- Records to use
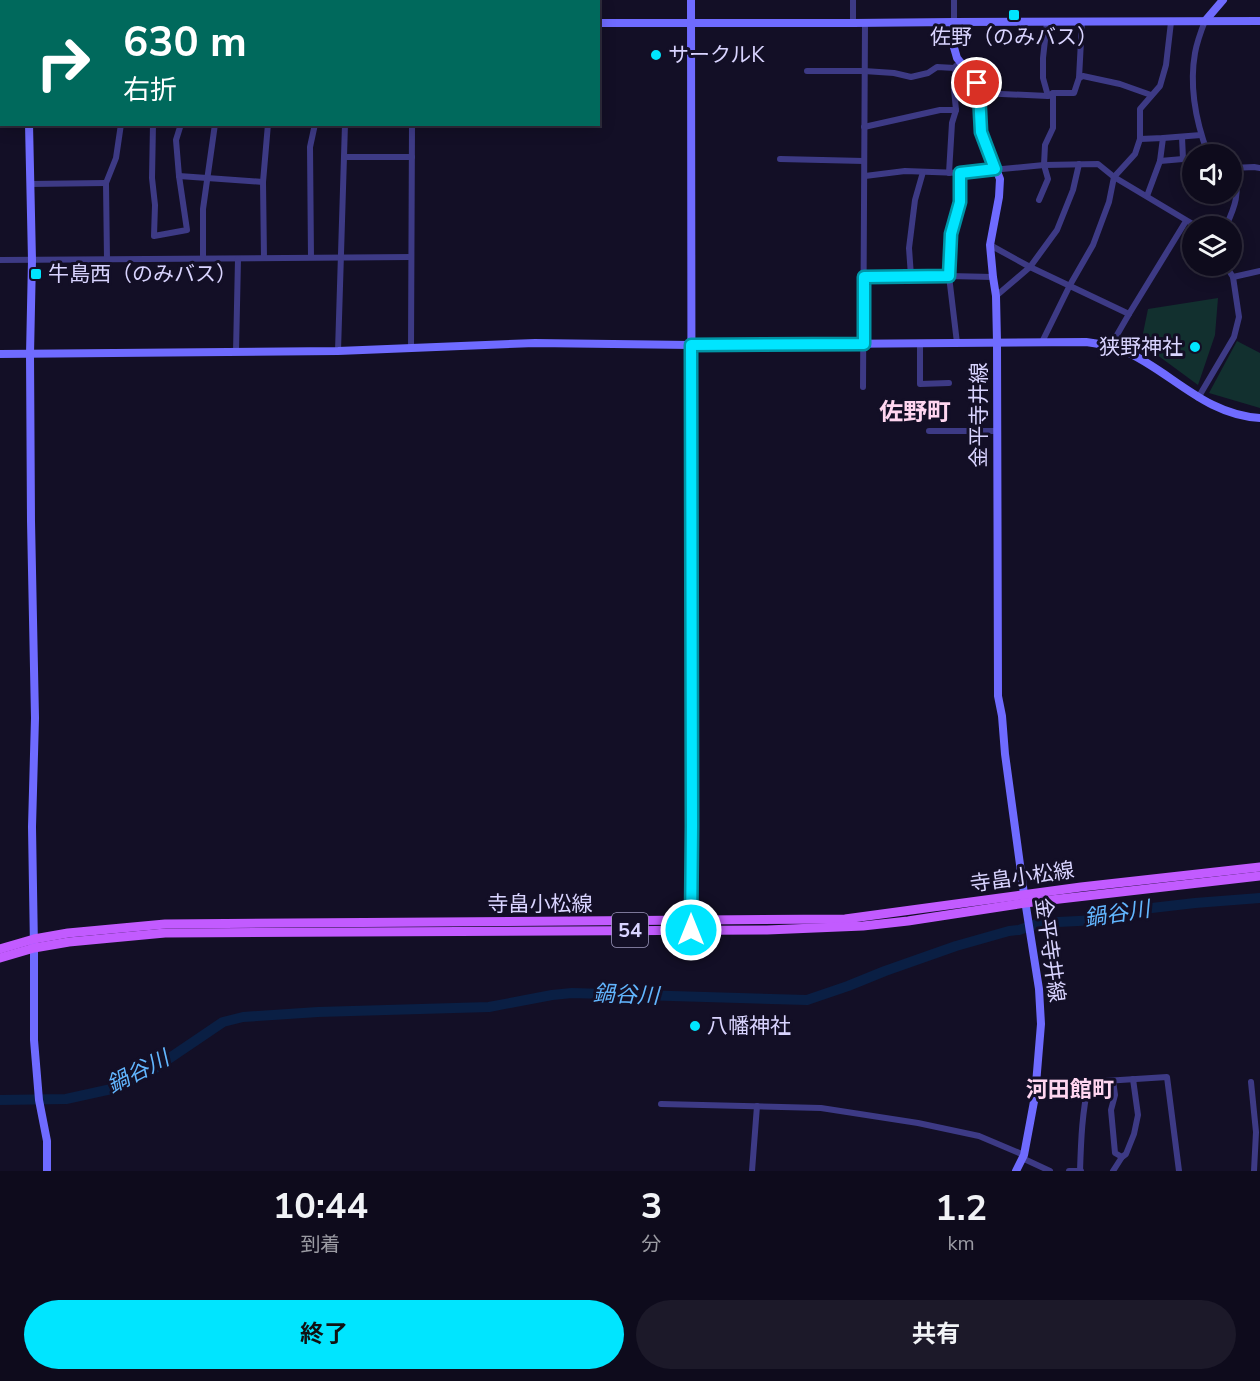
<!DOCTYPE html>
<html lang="ja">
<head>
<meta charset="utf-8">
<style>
  body { margin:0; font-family:"Nunito Sans","Noto Sans JP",sans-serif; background:#1c1929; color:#f1f3f6; height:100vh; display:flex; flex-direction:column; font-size:22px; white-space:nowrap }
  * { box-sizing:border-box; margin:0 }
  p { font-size:20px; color:#9b9ba3 }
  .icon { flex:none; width:33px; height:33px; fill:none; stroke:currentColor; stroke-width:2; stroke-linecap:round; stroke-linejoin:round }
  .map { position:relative; height:1171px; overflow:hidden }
  .panel { display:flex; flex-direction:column; background:#0e0b1c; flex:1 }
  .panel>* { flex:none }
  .banner { position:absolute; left:0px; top:0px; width:600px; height:126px; box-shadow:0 3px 15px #0003,0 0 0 2px #2e2b3b; background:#00695c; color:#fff; overflow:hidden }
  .tools { position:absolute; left:1182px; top:144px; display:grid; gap:12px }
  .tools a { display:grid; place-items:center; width:60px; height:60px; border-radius:50%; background:#0e0b1c; box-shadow:0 3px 15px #0003,0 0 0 2px #2e2b3b; font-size:30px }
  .pin { position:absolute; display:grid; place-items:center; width:51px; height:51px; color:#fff; margin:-26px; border:3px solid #fff; border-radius:50%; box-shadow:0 2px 6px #0007 }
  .me { position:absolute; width:66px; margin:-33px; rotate:0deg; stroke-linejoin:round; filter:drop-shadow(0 0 4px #0008) }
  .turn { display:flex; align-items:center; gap:21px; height:126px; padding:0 24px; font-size:27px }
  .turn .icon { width:78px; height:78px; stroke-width:2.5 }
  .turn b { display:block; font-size:42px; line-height:51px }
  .eta { display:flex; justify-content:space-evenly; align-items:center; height:102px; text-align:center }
  .eta b { font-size:36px; font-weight:700; line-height:42px }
  .action { display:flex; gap:12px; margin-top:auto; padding:12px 24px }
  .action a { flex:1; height:69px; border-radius:36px; background:#00e5ff; color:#111; font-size:24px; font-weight:700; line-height:69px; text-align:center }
  .action a+a { background:#1c1929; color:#f1f3f6 }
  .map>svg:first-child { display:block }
  .green { fill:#12302f }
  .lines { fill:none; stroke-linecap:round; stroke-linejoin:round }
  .canal { stroke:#0a1f44; stroke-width:7 }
  .river { stroke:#0a1f44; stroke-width:10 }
  .street { stroke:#3d3a85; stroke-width:6 }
  .secondary { stroke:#6f6bff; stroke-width:8 }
  .primary { stroke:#c25bff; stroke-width:9 }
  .route-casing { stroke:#0095a6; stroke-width:15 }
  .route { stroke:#00e5ff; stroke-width:10 }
  .poi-dot { fill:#00e5ff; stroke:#130f26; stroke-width:2 }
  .labels { text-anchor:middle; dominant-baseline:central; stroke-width:6; stroke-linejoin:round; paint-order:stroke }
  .shield { fill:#130f26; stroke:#9e99be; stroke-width:1.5 }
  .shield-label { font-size:20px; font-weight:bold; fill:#d9d4ff }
  .poi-label { font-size:21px; fill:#d9d4ff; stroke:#130f26; text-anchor:start }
  .street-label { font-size:21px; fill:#d9d4ff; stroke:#130f26 }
  .water-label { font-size:22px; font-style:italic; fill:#62b6ff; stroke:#130f26 }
  .neighbourhood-label { font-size:22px; font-weight:bold; fill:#ffd6f0; stroke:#130f26 }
  .quarter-label { font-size:24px; font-weight:bold; fill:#ffd6f0; stroke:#130f26 }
</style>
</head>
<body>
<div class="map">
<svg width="1260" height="1171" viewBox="0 0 1260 1171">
  <rect width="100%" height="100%" fill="#130f26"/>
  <g class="green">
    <polygon points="1218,298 1215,335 1198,385 1141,343 1148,309"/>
    <polygon points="1237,341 1260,353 1260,408 1209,393"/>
  </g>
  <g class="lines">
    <g class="canal">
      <polyline points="184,2 189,0"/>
      <polyline points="202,2 204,0"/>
      <polyline points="0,4 2,5"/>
      <polyline points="0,103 2,103"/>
    </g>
    <polyline class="river" points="0,1100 66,1099 116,1088 155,1068 223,1022 243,1017 318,1012 489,1007 552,995 572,993 807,1000 848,986 885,971 956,946 1009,931 1019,930 1039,923 1097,920 1143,909 1195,903 1260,898"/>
    <g class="street">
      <polyline points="0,0 4,2"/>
      <polyline points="954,0 954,22"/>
      <polyline points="101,2 101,0"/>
      <polyline points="232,2 232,0"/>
      <path d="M1205,21C1201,31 1197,42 1195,53C1189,87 1196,122 1208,154"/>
      <polyline points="1047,22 1043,58 1043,78 1048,96"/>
      <polyline points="853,23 853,0"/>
      <polyline points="807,71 864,71 894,73 911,77 928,73 937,67 955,68"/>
      <polyline points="1079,78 1082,22"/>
      <polyline points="979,93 1048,96 1053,93 1074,93 1079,78 1083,76 1120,84 1151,95"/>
      <polyline points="0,97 2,96"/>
      <polyline points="153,124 152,178 155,205 154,236 187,230 179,176 176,140 181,124"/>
      <polyline points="864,127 940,110 956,110"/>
      <polyline points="1140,139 1163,138 1201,135"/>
      <polyline points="344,157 412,157"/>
      <polyline points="780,159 864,161"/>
      <polyline points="1160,161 1183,159 1182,137"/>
      <polyline points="1232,168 1254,167 1260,168"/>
      <polyline points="949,173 952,123 956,110 954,89 956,66"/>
      <polyline points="179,176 263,182"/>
      <polyline points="865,176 905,171 960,173 1044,165 1098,164 1114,177 1196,226"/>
      <polyline points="30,184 106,183"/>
      <polyline points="1147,196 1160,161 1163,138"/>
      <polyline points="1039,200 1048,179 1044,165 1045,145 1053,128 1053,93"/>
      <path d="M1226,226C1234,209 1242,190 1232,171"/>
      <polyline points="990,245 1030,267 1129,314 1110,347"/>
      <polyline points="311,257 310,147 315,124"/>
      <polyline points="203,258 203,209 215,124"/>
      <polyline points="264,258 263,182 268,124"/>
      <polyline points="107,259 106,183 116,158 121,124"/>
      <polyline points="0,260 411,257"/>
      <polyline points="911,276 909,248 915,200 923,172"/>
      <polyline points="864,277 949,276 993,277"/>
      <polyline points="1233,277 1260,271"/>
      <polyline points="996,296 1030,267 1057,230 1073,190 1079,164"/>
      <polyline points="1129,314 1186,221"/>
      <polyline points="1042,342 1070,285 1093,245 1109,202 1114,177 1135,154 1140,139 1140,109 1160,86 1166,65 1171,22"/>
      <polyline points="920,343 920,384 949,383"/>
      <polyline points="957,343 949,276 951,234 960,202 960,173"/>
      <polyline points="411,348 412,124"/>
      <polyline points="338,351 345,124"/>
      <polyline points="236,352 238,259"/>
      <polyline points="863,387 865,23"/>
      <polyline points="1198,398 1234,337 1239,317 1233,277 1226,266"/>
      <polyline points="929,431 997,431"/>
      <polyline points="1113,1081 1115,1095 1111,1110 1115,1153 1122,1157"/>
      <polyline points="1251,1082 1256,1132 1254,1171"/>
      <polyline points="661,1104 821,1108 918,1123 979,1136 1024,1155"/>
      <polyline points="1022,1158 1050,1171"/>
      <polyline points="752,1171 757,1106"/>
      <polyline points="1069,1171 1081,1171"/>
      <path d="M1080,1171C1081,1140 1082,1112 1089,1082L1167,1077L1179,1171"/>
      <polyline points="1113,1171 1122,1157 1126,1154 1134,1134 1138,1115 1133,1079"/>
    </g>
    <g class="secondary">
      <polyline points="355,0 355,2"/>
      <polyline points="33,2 34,0"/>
      <polyline points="1205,21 1223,0"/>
      <polyline points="954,22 1260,21"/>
      <polyline points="598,23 853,23 954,22 953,44 957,58 977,83 979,93 981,132 1000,179 999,197 990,245 993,277 996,296 997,342 998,696 1002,716 1005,754 1024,894 1039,989 1041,1024 1035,1096 1030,1123 1024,1155 1016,1171"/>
      <polyline points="29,124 32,260 30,354 31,521 35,718 32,827 34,948 34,1040 39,1100 47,1141 47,1171"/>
      <path d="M0,354L338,351L535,343L691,345L1086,342C1098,344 1112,345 1123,350C1171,371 1204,415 1260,418"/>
      <polyline points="691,926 692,826 691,0"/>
    </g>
    <g class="primary">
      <polyline points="0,949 34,939 68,933 165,924 845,919 1081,887 1260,867"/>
      <polyline points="0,958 34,948 69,942 165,933 767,930 863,926 908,921 1025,903 1260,876"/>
    </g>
  </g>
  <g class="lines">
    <g class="route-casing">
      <polyline id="route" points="691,930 692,826 691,345 864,344 864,277 949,276 951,234 960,202 960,173 995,169 981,132 979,93 977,83"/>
    </g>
    <use href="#route" class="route"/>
  </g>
  <g class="poi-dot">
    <rect x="1008" y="9" width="12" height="12" rx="3"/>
    <circle cx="656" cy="55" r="6"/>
    <rect x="30" y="268" width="12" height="12" rx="3"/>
    <circle cx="1195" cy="347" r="6"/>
    <circle cx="695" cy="1026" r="6"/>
  </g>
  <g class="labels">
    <rect class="shield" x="612" y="913" width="36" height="34" rx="4.5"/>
    <g class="shield-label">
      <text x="630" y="930">54</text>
    </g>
    <g class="poi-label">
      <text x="1014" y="37" text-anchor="middle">佐野（のみバス）</text>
      <text x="668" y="55">サークルK</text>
      <text x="48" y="274">牛島西（のみバス）</text>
      <text x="1183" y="347" text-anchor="end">狭野神社</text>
      <text x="707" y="1026">八幡神社</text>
    </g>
    <g class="street-label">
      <text transform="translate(979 415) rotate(-90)">金平寺井線</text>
      <text transform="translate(1022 877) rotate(-8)">寺畠小松線</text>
      <text x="540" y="904">寺畠小松線</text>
      <text transform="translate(1050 950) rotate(82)">金平寺井線</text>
    </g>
    <g class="water-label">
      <text transform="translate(1117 914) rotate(-9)">鍋谷川</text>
      <text transform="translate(626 995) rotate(2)">鍋谷川</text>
      <text transform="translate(138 1072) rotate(-27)">鍋谷川</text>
    </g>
    <g class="neighbourhood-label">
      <text x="1070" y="1090">河田館町</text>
    </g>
    <g class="quarter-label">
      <text x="915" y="412">佐野町</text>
    </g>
  </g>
</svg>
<div class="tools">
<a><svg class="icon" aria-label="sound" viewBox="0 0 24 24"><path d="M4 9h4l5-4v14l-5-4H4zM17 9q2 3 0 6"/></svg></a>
<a><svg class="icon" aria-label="layers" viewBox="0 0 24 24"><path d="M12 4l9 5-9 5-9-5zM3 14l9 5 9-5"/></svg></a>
</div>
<div class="pin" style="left:977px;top:83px;background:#d93025"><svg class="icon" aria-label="arrive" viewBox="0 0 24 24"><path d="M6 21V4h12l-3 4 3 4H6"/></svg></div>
<svg class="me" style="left:691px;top:930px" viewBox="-20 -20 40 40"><circle r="17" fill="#00e5ff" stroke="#fff" stroke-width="3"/><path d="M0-11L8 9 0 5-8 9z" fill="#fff"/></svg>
<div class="banner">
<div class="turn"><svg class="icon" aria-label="right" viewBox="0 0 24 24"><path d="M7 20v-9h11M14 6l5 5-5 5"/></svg><div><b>630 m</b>右折</div></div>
</div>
</div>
<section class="panel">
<div class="eta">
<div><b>10:44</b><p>到着</p></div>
<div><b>3</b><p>分</p></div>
<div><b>1.2</b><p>km</p></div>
</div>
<div class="action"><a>終了</a><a>共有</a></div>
</section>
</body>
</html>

- What you have to do
If a line of the data above holds the string "place", count it, then state only the total.

- Answer for this exercise
2